To determine the possible mechanisms responsible for the low pH pleural effusion associated with esophageal rupture we evaluated the following possibilities: (1) gastric acid reflux, (2) bacterial metabolism, and (3) leukocyte metabolism. Neither elimination of gastric hydrogen ion contribution by distal esophageal ligation nor elimination of bacteria with antibiotics prevented the progressive fall in pleural fluid pH after esophageal rupture. Only elimination of polymorphonuclear leukocytes from the pleural space by rendering animals leukopenic with nitrogen mustard, prevented a low pH effusion after esophageal rupture.
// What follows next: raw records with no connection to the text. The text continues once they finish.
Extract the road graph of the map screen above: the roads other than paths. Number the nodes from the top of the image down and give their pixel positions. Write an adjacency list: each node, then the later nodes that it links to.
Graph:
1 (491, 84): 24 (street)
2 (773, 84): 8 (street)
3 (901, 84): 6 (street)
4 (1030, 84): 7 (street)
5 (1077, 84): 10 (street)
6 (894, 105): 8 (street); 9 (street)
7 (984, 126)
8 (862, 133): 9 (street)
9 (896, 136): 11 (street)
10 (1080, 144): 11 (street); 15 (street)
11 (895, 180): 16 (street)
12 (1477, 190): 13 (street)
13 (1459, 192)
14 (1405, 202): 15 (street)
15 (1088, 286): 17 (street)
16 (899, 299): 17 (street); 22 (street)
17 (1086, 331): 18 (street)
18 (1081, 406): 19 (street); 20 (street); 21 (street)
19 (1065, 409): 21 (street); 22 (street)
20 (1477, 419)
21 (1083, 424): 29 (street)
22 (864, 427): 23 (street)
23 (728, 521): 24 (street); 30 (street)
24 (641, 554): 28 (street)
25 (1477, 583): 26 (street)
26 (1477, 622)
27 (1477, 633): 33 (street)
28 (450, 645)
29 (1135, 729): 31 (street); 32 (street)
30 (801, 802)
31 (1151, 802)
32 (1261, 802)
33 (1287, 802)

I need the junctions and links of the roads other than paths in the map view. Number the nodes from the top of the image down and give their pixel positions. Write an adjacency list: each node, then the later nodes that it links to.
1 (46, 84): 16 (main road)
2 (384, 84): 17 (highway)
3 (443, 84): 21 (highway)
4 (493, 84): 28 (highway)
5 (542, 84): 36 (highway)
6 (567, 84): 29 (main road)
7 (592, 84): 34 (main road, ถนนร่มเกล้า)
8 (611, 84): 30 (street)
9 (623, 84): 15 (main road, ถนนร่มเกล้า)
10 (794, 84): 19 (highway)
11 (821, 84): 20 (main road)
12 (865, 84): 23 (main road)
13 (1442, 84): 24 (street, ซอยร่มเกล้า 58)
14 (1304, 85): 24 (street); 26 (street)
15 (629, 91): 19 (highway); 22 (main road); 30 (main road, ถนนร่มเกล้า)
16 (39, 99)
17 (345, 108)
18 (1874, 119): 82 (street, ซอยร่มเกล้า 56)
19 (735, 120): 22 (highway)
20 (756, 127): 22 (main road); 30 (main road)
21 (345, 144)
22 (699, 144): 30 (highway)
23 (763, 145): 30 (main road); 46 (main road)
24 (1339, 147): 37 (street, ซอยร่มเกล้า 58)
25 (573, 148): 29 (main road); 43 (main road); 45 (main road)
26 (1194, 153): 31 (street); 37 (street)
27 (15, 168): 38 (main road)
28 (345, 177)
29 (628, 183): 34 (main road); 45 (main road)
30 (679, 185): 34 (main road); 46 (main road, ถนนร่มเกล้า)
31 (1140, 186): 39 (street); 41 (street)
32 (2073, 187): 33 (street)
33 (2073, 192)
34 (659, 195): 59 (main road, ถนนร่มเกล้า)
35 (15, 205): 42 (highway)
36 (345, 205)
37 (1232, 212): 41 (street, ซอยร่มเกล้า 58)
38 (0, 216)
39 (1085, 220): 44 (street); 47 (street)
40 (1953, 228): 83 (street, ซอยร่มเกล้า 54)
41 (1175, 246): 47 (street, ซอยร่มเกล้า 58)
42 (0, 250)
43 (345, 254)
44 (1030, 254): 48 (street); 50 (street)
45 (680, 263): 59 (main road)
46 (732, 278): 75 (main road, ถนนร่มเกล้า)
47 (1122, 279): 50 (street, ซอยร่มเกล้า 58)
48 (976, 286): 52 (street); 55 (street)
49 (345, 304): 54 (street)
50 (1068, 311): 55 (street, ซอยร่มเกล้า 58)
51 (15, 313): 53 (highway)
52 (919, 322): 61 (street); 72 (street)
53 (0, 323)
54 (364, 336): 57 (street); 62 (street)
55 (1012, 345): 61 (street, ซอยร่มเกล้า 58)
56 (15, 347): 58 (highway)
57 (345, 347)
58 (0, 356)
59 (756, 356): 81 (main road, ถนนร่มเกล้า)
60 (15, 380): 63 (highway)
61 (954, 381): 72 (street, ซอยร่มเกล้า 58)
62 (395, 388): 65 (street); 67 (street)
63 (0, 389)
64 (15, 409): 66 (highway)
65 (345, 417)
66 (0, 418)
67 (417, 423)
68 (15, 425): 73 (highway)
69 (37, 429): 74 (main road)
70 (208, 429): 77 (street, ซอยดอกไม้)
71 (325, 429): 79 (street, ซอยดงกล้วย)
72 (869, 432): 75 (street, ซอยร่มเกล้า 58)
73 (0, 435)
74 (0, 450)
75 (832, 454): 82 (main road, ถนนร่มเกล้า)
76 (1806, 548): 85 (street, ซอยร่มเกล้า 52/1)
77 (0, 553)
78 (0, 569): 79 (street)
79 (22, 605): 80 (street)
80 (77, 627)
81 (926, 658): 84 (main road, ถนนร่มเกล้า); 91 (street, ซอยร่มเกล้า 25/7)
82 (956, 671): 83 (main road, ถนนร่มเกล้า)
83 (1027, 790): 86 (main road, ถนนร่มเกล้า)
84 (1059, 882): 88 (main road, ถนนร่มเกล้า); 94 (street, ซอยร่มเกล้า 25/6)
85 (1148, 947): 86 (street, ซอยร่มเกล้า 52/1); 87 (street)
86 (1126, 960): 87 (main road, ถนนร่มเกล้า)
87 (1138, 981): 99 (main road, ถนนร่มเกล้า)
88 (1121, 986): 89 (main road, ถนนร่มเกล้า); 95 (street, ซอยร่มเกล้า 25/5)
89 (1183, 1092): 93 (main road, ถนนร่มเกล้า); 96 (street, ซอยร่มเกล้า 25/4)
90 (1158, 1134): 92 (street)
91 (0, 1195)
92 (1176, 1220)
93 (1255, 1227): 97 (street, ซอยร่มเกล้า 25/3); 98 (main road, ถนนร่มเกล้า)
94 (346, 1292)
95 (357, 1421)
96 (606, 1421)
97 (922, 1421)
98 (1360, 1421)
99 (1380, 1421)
It appears that pleural fluid leukocyte metabolism is primarily responsible for the low pH effusion associated with esophageal rupture.
为了确定与食管破裂相关的低pH值胸腔积液的可能机制,我们评估了以下几种可能性:(1)胃酸反流;(2)细菌代谢;(3)白细胞代谢。通过食管远端结扎消除胃氢离子的作用,或使用抗生素消除细菌,均不能阻止食管破裂后胸腔积液pH值的逐渐下降。只有通过用氮芥使动物白细胞减少,从而消除胸腔内的多形核白细胞,才能防止食管破裂后出现低pH值胸腔积液。看来,胸腔积液白细胞代谢是食管破裂相关的低pH值胸腔积液的主要原因。